▶ Work to complete
Among the entries below, how many lines hold "points"? Only the number is wanted.
== Information ==
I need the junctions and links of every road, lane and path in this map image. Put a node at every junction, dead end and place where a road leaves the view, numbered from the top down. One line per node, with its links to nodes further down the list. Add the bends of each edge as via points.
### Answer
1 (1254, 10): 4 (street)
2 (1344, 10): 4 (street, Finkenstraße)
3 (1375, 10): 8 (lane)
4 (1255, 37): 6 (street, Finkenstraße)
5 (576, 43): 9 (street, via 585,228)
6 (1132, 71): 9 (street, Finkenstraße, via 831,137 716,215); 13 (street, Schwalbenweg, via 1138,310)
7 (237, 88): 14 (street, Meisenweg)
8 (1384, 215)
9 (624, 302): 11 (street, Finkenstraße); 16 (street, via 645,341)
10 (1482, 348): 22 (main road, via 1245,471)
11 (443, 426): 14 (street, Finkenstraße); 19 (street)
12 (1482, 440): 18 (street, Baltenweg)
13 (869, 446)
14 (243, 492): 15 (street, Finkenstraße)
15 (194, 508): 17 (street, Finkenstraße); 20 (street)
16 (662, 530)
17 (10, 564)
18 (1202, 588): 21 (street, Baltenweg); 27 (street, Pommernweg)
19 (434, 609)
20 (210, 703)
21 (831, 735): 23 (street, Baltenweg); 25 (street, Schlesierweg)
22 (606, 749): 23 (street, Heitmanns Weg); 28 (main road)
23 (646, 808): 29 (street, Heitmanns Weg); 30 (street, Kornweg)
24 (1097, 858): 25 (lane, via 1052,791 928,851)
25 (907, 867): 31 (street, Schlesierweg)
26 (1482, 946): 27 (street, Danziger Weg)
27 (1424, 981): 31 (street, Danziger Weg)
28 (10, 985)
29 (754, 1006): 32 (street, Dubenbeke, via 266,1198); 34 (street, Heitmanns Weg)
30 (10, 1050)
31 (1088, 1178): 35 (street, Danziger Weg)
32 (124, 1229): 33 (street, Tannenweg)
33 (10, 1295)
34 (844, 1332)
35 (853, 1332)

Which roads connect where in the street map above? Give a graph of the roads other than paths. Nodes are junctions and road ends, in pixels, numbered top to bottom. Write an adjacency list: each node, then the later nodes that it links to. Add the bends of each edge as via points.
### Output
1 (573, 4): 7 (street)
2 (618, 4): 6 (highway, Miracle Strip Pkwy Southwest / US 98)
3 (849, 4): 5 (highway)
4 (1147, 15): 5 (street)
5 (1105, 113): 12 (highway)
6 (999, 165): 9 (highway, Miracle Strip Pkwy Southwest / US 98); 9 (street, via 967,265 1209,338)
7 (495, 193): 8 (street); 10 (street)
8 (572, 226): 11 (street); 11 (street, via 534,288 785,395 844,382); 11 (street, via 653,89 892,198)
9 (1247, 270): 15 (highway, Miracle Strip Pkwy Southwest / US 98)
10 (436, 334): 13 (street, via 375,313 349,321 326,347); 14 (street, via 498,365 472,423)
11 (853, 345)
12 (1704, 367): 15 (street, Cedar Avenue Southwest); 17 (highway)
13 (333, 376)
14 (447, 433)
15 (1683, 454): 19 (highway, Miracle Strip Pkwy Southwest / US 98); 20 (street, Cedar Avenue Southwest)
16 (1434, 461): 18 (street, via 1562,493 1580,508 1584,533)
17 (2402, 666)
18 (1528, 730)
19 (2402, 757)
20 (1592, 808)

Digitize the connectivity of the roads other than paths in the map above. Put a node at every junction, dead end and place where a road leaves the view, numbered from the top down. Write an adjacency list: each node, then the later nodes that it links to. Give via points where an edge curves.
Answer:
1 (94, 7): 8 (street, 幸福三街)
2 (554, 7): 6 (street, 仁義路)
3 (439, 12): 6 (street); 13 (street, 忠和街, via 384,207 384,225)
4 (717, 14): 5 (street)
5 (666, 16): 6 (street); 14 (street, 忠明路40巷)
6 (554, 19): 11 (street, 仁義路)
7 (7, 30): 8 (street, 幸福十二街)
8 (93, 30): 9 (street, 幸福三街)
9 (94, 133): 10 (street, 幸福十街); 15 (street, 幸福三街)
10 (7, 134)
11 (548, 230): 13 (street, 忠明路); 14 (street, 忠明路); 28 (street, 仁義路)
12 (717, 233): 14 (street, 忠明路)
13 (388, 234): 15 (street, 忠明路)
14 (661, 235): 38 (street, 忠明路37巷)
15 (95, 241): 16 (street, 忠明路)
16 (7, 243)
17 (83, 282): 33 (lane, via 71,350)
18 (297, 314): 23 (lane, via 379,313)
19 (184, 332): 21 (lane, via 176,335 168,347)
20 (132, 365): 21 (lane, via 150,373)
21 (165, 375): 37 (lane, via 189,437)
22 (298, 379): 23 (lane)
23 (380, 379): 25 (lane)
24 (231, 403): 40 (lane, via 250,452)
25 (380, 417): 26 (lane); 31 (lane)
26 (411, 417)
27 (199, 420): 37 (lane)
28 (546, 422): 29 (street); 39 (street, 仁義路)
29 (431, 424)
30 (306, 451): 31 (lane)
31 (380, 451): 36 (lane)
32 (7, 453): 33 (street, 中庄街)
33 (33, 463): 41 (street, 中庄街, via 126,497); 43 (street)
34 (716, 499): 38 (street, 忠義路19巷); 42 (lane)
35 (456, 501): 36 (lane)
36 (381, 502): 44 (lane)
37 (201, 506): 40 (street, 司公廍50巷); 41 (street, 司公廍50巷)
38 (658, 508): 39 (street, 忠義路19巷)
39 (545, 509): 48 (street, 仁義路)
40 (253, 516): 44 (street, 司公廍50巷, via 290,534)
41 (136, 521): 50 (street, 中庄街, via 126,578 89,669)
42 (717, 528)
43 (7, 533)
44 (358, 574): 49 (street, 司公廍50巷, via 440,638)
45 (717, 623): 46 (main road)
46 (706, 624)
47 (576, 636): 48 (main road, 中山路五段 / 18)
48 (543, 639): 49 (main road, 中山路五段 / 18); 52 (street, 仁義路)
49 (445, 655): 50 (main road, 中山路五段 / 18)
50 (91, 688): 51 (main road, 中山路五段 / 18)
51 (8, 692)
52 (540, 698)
===
▶ Answer section
3